Convergence rates for pairwise-SGD methods are $\mathcal{O}(T^{-1/2})$ under standard smoothness and stochasticity (Wang et al., 20 Dec 2025).
Surrogate-based methods can leverage certainty and multi-level outcomes to reduce worst-/average-case distances to the true optimum by $20$– $50\%$ compared to binary-only baselines across benchmark problems (Dao et al., 2023).
Incorporation of uncertainty weighting and advanced constraint surrogates leads to robust near-optimal solution finding in practical engineering tasks, e.g., exoskeleton gait personalization and MPC controller calibration, with high data-efficiency (Tucker et al., 2019, Zhu et al., 2021).

Preference-based optimization is demonstrably effective for black-box engineering calibration, multi-objective design, and human-in-the-loop tasks where scalar reward is inaccessible.

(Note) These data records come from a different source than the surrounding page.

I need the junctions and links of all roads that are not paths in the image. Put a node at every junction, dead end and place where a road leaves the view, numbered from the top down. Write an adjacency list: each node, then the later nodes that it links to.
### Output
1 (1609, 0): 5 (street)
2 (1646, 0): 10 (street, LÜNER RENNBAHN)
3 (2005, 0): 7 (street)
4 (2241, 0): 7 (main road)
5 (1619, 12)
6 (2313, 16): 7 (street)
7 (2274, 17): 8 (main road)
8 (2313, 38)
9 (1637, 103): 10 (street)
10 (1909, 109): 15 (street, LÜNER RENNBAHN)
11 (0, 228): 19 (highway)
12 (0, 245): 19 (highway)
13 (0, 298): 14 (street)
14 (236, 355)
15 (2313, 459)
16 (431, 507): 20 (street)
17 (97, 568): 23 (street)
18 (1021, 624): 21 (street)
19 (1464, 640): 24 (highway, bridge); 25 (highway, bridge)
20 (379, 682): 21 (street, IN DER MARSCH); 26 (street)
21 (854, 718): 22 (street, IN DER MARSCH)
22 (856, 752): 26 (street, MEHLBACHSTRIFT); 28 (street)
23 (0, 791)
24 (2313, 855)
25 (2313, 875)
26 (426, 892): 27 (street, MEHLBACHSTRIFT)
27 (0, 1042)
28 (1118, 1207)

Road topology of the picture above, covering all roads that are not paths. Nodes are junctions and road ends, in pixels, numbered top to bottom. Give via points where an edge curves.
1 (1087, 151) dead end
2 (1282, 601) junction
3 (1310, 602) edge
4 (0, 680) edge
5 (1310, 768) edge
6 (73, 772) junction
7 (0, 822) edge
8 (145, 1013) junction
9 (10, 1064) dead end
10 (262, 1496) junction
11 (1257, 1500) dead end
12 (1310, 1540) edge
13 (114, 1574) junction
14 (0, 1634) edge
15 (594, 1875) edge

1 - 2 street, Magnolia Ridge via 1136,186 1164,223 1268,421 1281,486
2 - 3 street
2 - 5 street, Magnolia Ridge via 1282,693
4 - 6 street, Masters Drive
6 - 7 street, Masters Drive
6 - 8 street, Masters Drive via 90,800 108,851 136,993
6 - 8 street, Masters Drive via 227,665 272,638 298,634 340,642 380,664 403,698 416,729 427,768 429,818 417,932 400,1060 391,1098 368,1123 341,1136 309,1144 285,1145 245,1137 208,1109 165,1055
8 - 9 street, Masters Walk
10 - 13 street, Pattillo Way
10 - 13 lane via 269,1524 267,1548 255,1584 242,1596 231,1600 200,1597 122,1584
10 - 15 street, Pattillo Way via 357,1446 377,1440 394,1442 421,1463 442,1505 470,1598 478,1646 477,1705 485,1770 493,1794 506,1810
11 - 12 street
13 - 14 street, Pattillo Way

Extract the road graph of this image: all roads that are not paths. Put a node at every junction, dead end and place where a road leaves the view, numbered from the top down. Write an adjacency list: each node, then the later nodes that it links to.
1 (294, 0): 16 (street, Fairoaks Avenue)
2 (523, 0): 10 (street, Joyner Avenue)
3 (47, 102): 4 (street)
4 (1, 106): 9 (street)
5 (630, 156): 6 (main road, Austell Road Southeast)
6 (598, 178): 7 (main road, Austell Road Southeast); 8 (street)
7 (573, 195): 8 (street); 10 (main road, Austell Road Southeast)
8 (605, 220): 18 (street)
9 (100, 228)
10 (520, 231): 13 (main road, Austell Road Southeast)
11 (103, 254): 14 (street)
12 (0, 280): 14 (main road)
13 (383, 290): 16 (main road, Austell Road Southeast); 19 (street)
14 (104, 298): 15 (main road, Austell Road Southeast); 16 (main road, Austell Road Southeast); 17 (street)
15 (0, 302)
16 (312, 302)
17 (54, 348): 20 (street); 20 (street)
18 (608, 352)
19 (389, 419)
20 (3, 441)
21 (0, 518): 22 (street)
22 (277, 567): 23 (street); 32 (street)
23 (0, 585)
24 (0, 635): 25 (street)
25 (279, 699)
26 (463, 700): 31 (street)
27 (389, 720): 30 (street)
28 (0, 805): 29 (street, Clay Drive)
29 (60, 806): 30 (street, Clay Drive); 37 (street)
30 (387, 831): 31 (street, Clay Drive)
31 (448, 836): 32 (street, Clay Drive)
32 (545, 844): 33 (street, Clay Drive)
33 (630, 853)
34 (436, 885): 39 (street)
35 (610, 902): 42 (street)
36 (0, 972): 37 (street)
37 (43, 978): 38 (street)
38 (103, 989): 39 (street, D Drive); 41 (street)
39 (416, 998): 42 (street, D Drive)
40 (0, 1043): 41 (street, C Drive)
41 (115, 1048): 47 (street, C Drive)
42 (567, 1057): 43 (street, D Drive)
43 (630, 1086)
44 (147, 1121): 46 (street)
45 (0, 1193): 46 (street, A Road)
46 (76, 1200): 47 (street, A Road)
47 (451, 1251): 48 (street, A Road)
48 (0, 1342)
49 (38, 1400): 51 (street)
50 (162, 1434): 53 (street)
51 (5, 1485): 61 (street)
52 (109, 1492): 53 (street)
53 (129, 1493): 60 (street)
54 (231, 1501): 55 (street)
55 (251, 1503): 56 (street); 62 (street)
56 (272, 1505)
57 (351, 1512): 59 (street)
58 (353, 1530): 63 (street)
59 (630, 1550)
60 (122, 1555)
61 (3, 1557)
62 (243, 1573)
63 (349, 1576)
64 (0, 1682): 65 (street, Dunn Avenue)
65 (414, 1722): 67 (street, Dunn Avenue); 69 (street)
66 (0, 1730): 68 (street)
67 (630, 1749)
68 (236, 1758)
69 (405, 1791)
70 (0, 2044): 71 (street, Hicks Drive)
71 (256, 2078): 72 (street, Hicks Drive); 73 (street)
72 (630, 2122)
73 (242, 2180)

6. Algorithmic Structure and Practical Implementation

A prototypical preference-based optimization loop includes:

Initialization: Random or space-filling design to generate initial candidates; initial preferences collected.
Surrogate update: Solve a convex program or probabilistic model fitting that encodes the observed preferences (possibly with multi-level, certainty, and constraint labels).
Acquisition optimization: Solve for the next candidate via minimization of the acquisition function blending surrogate and exploration terms.
Querying: Present candidate(s) for preference judgment, possibly collecting multi-level/certainty feedback.
Update sample set and exploration weights; possibly adapt surrogate hyperparameters (e.g., via LOOCV).
Repeat until budget exhausted; return best sample as estimated optimum.

Pseudocode reflecting these steps appears in (Dao et al., 2023, Previtali et al., 2022, Previtali et al., 2022).

7. Comparison to Alternative and State-of-the-Art Methods

Preference-based methods generalize and often improve upon pure black-box optimization processes by:

Handling settings where direct objective evaluation is impossible or unreliable.
Flexibly encoding human judgment, including variable intensity and certainty.
Avoiding pitfalls of reward hacking, scalarization bias, or ill-posed numerical criteria.
Enabling robust performance under noise and uncertainty via adaptive slack penalization and weighted fitting (Dao et al., 2023).
Outperforming binary-only preference frameworks in practical settings and achieving significant improvements in sample efficiency and convergence to preferred solutions.

AmPL, gMRS, GLISp-r, CoSpar, and their variants are characterized by lightweight surrogate fitting via convex optimization, straightforward implementation for engineering workflows, and modular integration of multi-level preference structures and uncertainty weighting (Dao et al., 2023, Tucker et al., 2019, Previtali et al., 2022, Previtali et al., 2022).